Discussion (72 Comments)Read Original on HackerNews
> Did you like this post, please buy me a coffee?
are completely okay! I don't interpret it as 'begging me for my money'. They are not nagging, and you do not have to buy them a coffee/pizza/metaphorical food item. You can go on with your day. But maybe someone thinks that the post deserves a token of appreciation, and tossing someone one, maybe two euros doesn't hurt. Just like tipping. Good = no tip, exceptional = tip.
> I know how much 4€ is, that's about two icecreams, or three beers. Off topic, but is OP finding these? Are certain countries in Europe really this cheap??
If I want to donate, I’d look at the blog’s About page. Placing it on every article page does come across to some extent as trying to increase donations.
> They are not nagging
Begging and harassment are two different unrelated things that are sometimes done at the same time but not necessarily.
See the difference between
https://en.wikipedia.org/wiki/Begging
and
https://en.wikipedia.org/wiki/Aggressive_panhandling
> you do not have to buy them a coffee/pizza/metaphorical food item.
Yeah, that's how begging works. You do not have to give money to the person begging.
> You can go on with your day.
Yes, that's how begging works. If they had you at gunpoint it would be called robbing.
Yes this also stuck out the most to me haha. That's like the tax&tip for a single beer if you are sitting down to dine in NYC now
Like it's no secret it's expensive as shit to live lately. If you're just giving away your software/knowledge/ideas, and I feel I gain value from them, I'll happily throw some cash in your hat.
That button is for them, for those who want that button, if you don't just ignore it! Nothing bad will happen and the author is (usually) not expecting anything.
I have personal projects that I pay >$100/mo to operate. I can afford to do so, it is not impactful to my life. People have, without prompting, offered to give me money for these projects as a way to show appreciation. I have no intent to ever make money off of these things, I don't even hope to break even, but offering some money is a material way to show appreciation for a service you find valuable and I don't think there should be any shame in it.

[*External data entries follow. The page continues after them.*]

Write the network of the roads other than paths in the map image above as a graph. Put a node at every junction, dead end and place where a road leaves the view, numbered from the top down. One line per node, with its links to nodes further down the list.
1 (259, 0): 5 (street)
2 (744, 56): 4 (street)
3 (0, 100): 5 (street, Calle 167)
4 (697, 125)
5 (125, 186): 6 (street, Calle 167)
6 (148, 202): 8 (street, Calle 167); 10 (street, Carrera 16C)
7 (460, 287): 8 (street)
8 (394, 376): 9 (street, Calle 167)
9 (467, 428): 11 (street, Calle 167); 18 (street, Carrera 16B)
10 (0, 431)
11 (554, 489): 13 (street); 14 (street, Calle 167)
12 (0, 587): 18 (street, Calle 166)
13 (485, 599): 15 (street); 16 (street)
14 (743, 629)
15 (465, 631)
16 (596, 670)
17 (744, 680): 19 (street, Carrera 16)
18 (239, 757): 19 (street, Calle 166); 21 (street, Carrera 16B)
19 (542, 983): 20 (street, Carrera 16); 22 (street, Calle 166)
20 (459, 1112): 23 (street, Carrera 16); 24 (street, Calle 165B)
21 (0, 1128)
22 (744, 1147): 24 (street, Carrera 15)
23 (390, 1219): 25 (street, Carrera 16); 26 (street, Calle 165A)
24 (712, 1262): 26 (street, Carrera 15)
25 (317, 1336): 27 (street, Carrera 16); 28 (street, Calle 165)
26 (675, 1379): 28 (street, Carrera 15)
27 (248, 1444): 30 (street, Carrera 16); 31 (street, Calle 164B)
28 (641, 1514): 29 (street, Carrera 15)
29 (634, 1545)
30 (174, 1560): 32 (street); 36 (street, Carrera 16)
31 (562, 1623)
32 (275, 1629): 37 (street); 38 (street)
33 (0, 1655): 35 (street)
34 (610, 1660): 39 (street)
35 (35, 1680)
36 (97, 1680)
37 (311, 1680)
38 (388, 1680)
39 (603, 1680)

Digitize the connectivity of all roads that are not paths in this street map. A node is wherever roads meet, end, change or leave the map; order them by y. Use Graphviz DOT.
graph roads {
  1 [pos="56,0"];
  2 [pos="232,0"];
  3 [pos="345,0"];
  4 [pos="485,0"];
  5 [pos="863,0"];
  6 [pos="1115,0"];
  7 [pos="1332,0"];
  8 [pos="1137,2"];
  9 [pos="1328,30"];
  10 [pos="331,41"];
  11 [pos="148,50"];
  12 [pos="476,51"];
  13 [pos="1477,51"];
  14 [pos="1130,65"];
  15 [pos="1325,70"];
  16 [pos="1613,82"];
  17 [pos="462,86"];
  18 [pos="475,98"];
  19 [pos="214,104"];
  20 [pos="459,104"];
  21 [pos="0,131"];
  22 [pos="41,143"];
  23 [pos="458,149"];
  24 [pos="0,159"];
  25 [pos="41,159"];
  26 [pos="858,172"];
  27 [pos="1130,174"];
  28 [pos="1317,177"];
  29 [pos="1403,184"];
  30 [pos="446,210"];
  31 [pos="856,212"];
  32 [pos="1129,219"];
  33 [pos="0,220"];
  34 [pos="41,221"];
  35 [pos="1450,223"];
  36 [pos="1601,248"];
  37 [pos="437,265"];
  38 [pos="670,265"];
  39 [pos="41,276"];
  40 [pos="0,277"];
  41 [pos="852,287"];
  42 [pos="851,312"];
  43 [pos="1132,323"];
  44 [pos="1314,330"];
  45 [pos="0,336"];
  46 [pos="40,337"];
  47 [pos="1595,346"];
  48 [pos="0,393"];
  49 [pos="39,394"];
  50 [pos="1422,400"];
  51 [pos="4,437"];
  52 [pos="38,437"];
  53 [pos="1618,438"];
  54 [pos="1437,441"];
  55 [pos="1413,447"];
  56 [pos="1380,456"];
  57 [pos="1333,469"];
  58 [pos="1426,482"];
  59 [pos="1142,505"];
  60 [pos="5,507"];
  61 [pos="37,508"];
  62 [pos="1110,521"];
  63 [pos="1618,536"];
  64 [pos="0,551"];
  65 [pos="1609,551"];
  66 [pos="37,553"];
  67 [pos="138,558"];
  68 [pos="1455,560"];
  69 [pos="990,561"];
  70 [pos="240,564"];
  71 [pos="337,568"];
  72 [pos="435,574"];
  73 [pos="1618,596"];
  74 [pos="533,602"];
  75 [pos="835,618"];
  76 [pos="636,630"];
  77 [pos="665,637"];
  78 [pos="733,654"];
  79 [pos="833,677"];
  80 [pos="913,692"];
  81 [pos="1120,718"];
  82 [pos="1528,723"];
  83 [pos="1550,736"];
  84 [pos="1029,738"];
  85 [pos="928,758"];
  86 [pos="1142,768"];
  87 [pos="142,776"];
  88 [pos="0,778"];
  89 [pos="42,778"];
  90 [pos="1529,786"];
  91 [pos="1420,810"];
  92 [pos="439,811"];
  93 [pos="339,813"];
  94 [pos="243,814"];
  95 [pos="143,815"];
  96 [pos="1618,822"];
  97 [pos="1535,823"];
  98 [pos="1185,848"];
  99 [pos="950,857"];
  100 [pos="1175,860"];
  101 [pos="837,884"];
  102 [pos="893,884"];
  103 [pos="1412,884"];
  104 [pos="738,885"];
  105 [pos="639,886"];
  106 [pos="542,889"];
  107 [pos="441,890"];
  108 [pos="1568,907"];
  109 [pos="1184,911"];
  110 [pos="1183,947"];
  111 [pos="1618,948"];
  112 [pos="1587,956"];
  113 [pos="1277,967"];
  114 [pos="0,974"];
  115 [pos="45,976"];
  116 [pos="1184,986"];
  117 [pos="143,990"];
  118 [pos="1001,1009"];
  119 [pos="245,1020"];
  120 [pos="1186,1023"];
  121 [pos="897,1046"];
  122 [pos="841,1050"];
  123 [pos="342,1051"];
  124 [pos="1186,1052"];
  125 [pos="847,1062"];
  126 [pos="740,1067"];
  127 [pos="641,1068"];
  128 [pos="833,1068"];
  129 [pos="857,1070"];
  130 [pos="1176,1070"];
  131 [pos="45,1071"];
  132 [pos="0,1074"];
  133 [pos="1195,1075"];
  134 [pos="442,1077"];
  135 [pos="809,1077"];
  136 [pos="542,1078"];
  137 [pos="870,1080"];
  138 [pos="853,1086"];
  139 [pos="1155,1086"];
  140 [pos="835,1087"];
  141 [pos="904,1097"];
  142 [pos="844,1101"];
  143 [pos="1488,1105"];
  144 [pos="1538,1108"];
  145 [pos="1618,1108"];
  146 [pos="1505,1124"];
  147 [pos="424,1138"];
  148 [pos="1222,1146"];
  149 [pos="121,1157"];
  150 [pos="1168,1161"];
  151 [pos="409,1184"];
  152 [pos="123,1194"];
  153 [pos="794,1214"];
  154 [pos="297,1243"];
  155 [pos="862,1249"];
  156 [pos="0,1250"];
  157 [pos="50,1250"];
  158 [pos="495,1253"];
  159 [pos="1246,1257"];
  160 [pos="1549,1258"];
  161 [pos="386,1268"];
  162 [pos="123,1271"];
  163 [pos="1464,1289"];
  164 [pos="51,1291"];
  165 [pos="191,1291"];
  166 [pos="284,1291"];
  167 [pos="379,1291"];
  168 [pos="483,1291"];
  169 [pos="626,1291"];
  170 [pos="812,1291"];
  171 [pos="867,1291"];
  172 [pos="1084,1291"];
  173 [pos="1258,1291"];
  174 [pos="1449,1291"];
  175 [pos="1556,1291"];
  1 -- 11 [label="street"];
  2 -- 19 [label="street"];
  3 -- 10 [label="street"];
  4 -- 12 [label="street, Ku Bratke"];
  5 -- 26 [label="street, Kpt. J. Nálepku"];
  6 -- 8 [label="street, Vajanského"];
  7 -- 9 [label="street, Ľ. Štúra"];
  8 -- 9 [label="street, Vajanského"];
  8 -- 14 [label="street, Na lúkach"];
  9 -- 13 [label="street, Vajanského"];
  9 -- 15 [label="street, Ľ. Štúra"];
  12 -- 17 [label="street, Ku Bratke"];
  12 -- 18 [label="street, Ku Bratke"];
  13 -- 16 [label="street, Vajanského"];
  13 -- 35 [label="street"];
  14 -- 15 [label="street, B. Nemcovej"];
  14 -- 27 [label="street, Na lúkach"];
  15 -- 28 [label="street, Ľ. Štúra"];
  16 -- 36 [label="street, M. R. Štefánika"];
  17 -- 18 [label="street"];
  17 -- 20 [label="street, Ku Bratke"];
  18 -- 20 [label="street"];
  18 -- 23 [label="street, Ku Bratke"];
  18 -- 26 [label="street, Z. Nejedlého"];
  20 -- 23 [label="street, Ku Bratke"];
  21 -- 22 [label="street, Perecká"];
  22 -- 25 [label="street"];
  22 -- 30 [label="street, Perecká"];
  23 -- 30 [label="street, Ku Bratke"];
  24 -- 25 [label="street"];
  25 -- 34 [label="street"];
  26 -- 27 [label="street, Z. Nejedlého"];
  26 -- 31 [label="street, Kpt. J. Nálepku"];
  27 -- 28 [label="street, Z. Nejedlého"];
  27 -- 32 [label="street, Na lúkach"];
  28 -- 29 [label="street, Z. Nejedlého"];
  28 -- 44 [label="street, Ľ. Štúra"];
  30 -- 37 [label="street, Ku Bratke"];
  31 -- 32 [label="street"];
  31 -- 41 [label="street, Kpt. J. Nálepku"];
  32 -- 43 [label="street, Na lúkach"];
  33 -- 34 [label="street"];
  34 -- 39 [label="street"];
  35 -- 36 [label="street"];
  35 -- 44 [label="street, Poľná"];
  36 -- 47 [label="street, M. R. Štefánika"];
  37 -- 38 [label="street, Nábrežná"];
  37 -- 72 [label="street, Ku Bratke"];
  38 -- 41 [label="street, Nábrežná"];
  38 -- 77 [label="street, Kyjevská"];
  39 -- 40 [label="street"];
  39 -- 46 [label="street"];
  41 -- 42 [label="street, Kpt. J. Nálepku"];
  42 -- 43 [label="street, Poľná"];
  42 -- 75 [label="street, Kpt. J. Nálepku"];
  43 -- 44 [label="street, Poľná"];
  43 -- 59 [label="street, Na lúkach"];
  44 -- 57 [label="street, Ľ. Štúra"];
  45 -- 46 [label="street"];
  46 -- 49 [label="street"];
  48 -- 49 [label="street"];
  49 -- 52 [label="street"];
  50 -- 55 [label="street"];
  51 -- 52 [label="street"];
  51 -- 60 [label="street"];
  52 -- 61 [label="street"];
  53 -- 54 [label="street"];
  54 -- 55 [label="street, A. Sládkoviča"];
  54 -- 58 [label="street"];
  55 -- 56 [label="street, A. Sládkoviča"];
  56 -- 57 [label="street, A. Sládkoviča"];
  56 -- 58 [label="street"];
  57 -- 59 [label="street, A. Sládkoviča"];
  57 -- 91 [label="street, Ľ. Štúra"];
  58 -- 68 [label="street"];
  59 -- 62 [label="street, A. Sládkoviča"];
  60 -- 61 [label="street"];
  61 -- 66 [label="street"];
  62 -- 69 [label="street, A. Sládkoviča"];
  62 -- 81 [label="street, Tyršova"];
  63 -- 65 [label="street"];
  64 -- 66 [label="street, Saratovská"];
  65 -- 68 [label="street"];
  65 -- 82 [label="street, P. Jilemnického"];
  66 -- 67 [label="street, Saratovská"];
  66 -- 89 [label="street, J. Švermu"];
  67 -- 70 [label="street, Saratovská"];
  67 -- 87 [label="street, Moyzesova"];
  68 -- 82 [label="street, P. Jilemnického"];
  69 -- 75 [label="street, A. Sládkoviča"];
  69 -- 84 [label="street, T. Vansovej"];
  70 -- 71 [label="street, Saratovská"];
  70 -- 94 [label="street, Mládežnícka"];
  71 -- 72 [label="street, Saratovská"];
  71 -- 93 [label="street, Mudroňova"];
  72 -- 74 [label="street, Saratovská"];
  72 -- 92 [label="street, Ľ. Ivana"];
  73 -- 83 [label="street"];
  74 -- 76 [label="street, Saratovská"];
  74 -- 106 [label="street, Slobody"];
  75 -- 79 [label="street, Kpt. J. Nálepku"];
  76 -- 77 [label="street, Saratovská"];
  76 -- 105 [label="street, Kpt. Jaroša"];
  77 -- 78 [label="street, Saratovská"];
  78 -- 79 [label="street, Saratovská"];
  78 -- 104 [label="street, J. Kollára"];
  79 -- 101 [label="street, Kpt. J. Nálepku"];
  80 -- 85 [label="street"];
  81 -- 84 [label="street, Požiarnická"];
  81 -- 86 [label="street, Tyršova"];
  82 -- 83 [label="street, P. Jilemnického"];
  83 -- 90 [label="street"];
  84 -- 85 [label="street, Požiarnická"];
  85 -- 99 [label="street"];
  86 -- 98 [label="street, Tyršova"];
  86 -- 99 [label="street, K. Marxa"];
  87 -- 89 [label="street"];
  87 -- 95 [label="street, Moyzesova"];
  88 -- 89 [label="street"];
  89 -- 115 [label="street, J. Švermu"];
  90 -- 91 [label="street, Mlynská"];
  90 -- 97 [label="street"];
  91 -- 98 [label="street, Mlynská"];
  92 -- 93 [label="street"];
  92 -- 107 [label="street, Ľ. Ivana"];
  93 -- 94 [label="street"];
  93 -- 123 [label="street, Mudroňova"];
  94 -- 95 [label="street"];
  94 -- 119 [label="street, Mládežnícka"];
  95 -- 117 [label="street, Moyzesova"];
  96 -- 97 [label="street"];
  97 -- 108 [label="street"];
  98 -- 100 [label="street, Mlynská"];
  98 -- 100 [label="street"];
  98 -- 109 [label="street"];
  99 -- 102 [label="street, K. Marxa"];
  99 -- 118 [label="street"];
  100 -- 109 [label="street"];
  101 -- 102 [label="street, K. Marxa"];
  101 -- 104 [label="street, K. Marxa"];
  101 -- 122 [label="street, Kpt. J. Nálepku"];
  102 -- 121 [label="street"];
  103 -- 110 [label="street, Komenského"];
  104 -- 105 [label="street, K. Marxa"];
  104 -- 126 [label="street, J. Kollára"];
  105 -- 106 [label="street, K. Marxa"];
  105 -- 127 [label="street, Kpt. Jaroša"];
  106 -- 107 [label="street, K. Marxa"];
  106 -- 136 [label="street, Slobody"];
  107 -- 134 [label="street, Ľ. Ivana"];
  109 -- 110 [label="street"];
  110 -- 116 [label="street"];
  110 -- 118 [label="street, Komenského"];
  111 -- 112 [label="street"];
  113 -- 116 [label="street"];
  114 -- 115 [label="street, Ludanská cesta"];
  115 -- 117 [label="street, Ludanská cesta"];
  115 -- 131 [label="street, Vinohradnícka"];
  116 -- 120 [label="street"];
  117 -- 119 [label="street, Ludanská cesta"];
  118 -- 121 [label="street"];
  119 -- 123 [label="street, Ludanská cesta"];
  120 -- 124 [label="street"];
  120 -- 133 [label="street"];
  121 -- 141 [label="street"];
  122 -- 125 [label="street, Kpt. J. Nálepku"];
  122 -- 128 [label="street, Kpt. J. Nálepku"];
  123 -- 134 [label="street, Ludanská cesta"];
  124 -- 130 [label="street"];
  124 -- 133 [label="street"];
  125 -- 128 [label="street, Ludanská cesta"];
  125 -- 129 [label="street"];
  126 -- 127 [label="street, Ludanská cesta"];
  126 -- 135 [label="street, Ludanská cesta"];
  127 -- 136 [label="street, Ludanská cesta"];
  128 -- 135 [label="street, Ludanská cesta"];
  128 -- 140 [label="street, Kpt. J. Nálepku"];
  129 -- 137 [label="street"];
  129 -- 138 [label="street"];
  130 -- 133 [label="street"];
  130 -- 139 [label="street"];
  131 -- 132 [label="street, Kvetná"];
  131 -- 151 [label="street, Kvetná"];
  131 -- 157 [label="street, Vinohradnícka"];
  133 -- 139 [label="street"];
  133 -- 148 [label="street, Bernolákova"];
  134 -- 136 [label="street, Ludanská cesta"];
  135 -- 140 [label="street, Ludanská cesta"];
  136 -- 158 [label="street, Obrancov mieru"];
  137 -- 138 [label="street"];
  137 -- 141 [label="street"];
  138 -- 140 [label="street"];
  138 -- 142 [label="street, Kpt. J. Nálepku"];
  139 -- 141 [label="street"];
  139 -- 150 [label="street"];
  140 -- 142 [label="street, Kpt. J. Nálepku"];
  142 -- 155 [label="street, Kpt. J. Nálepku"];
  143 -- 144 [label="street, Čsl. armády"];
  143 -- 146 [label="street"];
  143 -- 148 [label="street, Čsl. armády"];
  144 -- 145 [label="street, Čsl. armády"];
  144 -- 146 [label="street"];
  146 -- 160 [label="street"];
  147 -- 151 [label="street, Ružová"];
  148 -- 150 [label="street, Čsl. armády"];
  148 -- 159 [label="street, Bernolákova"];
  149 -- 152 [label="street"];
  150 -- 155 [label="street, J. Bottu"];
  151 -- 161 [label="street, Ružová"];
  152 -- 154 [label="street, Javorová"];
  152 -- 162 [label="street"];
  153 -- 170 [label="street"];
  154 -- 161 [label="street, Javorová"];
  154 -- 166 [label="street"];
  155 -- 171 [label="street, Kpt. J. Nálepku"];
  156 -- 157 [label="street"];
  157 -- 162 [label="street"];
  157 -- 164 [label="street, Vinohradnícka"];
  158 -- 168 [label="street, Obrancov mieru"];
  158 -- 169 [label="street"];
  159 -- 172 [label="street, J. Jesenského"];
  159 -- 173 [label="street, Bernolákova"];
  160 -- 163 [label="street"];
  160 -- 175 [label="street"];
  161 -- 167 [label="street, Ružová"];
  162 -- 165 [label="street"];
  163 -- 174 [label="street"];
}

Yes, I tip at coffee shops. If you tip a bartender, why wouldn't you tip a barista?
Bartenders are often the only adult in the room acting like one. When was the last time you saw fighting, crying, fainting, hit and runs, etc. on the regular at a Starbucks? Bars can be like this in even the nicest neighborhoods.
Someone getting the odd coffee money is hardly operating a "venue for profit"; they are just trying to get by any way they can.
The time costs for writing are highly variable.
It is safe to say, the bill for hiring a writer isn't 4€/year or even 4€/post.
Blogging is also cheap only for writers who don't spend time and money to gain experience, validate information, and maintain relationships in order to writing interesting words.
Blogging only costs a few euro per year if we ignore the resources that go into servers, electricity, IT folks, laptops, and the luxury of time and safety to write.
I look at the tip/patronage soliciting differently because there are some people who really feel the costs of their hobby or side project hanging over them. It can be due to tight budgets, or how they were raised, or perhaps their significant other objects. Asking for tips justifies their efforts, whether people give or not. I want to see their efforts, so don’t mind that they ask.
The “coffee” thing specifically is a bit annoying, and often asking too little. I suspect few people tip, and if they will tip, they’re just as likely to give more. A smaller number of people tip a lot so do want to give small amounts each time. Most don’t. I’d be happy to hear if occasional tipping of a few dollars is more widespread than I think it is.
What's left is the friction of paying the fraction of a cent that needs to be paid to the content creator to keep the lights on.
This is a collective action problem. There is no reason why there isn't a monthly fee processor for accessing the www that pays every site you visit some fraction of a cent for each visit. As we already covered they exist for ips, we call them isps and they deal with all the payments in the background required to keep the wires maintained for all the bits that flow through them.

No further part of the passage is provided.